The next night, in the steaming St. Louis heat, the crowd called on me to
sing again and again. When I finally sat down, a messenger boy ran up with
a Western Union telegram. I ripped open the envelope. Pasted on the yellow
sheet were the words: YOUR WIFE JUST DIED.
People were happily singing and clapping around me, but I could hardly keep
from crying out. I rushed to a phone and called home. All I could hear on
the other end was 'Nettie is dead. Nettie is dead.' When I got back, I
learned that Nettie had given birth to a boy. I swung between grief and
joy. Yet that same night, the baby died. I buried Nettie and our little
boy together, in the same casket. Then I fell apart.
For days I closeted myself. I felt that God had done me an injustice. I
didn't want to serve Him anymore or write gospel songs. I just wanted to go
back to that jazz world I once knew so well. But then, as I hunched alone in
that dark apartment those first sad days, I thought back to the afternoon I
went to St. Louis. Something kept telling me to stay with Nettie. Was that
something God?
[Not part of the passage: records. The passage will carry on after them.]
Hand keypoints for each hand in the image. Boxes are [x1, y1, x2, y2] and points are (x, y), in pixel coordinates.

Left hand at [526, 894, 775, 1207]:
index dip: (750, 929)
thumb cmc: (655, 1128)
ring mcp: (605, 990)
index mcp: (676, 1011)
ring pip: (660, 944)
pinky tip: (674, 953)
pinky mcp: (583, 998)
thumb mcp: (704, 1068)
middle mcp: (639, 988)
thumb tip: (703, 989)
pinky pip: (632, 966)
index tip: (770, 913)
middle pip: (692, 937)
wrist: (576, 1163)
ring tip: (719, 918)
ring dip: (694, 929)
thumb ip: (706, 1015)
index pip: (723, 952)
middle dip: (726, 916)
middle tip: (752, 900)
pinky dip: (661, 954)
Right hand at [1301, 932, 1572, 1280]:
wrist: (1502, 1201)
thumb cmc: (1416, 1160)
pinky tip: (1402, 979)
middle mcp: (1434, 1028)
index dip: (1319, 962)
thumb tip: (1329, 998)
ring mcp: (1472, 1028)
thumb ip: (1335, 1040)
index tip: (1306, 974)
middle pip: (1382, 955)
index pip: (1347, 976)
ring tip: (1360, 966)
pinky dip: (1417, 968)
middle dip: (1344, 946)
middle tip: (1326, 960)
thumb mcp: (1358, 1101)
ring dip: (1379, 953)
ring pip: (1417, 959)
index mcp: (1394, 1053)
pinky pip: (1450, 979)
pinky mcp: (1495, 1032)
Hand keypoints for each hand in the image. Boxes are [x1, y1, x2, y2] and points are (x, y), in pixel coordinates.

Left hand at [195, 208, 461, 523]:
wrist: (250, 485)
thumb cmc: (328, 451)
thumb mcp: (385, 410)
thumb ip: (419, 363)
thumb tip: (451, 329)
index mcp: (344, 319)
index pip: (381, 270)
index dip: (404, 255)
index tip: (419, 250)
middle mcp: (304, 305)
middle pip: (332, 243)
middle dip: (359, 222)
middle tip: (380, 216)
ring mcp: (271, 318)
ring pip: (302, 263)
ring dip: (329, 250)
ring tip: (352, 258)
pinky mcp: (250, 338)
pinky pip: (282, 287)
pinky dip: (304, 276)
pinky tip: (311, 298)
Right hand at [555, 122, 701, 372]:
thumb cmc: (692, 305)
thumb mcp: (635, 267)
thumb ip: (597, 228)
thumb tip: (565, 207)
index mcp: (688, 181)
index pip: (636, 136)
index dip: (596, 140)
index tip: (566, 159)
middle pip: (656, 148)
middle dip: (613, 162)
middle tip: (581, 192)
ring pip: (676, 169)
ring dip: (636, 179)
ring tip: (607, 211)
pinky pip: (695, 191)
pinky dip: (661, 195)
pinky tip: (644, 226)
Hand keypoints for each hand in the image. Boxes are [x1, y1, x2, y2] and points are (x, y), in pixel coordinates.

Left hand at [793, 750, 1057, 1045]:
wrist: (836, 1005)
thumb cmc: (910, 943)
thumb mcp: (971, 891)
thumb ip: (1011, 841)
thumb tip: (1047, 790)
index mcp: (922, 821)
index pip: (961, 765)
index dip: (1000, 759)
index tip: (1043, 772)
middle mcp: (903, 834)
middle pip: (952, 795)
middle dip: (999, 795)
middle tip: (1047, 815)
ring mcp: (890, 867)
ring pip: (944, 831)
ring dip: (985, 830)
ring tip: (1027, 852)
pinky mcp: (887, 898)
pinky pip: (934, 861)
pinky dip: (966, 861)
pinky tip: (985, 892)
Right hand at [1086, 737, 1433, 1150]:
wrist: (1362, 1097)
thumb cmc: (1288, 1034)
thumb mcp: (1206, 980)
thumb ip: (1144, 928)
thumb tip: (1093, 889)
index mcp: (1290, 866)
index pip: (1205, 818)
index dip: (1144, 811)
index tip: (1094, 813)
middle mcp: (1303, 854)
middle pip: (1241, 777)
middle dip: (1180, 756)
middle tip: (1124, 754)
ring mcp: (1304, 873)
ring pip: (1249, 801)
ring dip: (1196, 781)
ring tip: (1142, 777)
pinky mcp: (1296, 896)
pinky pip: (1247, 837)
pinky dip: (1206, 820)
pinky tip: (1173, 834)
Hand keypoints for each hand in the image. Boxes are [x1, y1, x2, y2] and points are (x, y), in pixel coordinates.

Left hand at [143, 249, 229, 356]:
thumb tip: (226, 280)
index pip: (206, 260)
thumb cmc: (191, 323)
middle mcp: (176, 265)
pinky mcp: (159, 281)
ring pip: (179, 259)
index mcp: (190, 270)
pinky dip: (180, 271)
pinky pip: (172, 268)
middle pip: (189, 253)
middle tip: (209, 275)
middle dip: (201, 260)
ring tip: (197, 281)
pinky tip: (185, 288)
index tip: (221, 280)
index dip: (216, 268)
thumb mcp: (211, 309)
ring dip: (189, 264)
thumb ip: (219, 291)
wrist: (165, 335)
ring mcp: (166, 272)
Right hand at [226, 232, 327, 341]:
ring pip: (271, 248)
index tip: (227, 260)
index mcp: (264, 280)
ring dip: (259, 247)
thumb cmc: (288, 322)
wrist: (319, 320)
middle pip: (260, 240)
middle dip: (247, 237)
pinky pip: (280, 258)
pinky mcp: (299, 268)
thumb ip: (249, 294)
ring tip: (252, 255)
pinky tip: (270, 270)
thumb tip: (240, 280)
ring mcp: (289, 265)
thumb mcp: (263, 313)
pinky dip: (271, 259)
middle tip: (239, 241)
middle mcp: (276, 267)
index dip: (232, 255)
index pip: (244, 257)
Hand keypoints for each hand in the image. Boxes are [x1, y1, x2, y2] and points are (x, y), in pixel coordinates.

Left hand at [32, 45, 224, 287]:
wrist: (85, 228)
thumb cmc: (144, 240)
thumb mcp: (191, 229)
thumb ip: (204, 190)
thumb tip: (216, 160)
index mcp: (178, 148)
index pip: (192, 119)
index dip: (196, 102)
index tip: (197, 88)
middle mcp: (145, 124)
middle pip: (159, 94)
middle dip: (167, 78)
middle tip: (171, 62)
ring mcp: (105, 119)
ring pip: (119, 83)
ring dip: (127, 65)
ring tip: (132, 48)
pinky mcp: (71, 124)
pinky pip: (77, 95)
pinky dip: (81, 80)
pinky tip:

Oh, if I had paid more attention to Him that day, I would
have stayed and been with Nettie when she died.
From that moment on I vowed to listen more closely to Him. But still I was
lost in grief. Everyone was kind to me, especially one friend. The
following Saturday evening he took me up to Malone's Poro College, a
neighborhood music school. It was quiet; the late evening sun crept through
the curtained windows. I sat down at the piano, and my hands began to
browse over the keys.
Something happened to me then. I felt at peace. I felt as though I could
reach out and touch God. I found myself playing a melody, once into my
head that just seemed to fall into place:

'Precious Lord, take my hand,
lead me on let me stand,
I am tired, I am weak, I am worn,
through the storm, through the night lead me on to the light,
take my hand, precious Lord, lead me home.'
The Lord gave me these words and melody, He also healed my spirit. I learned
that when we are in our deepest grief, when we feel farthest from God, this
is when He is closest, and when we are most open to His restoring power.
And so I go on living for God willingly and joyfully,
until that day comes when He will take me and gently lead me home.
-Tommy Dorsey-
For those too young to know who he is , Tommy Dorsey was a band leader in
the Thirties and Forties. Did you know that Tommy Dorsey wrote this song? I
surely didn't. What a wonderful story of how God CAN heal the brokenhearted!
Beautiful, isn't it?
Worth the reading wasn't it? Think on the message for a while.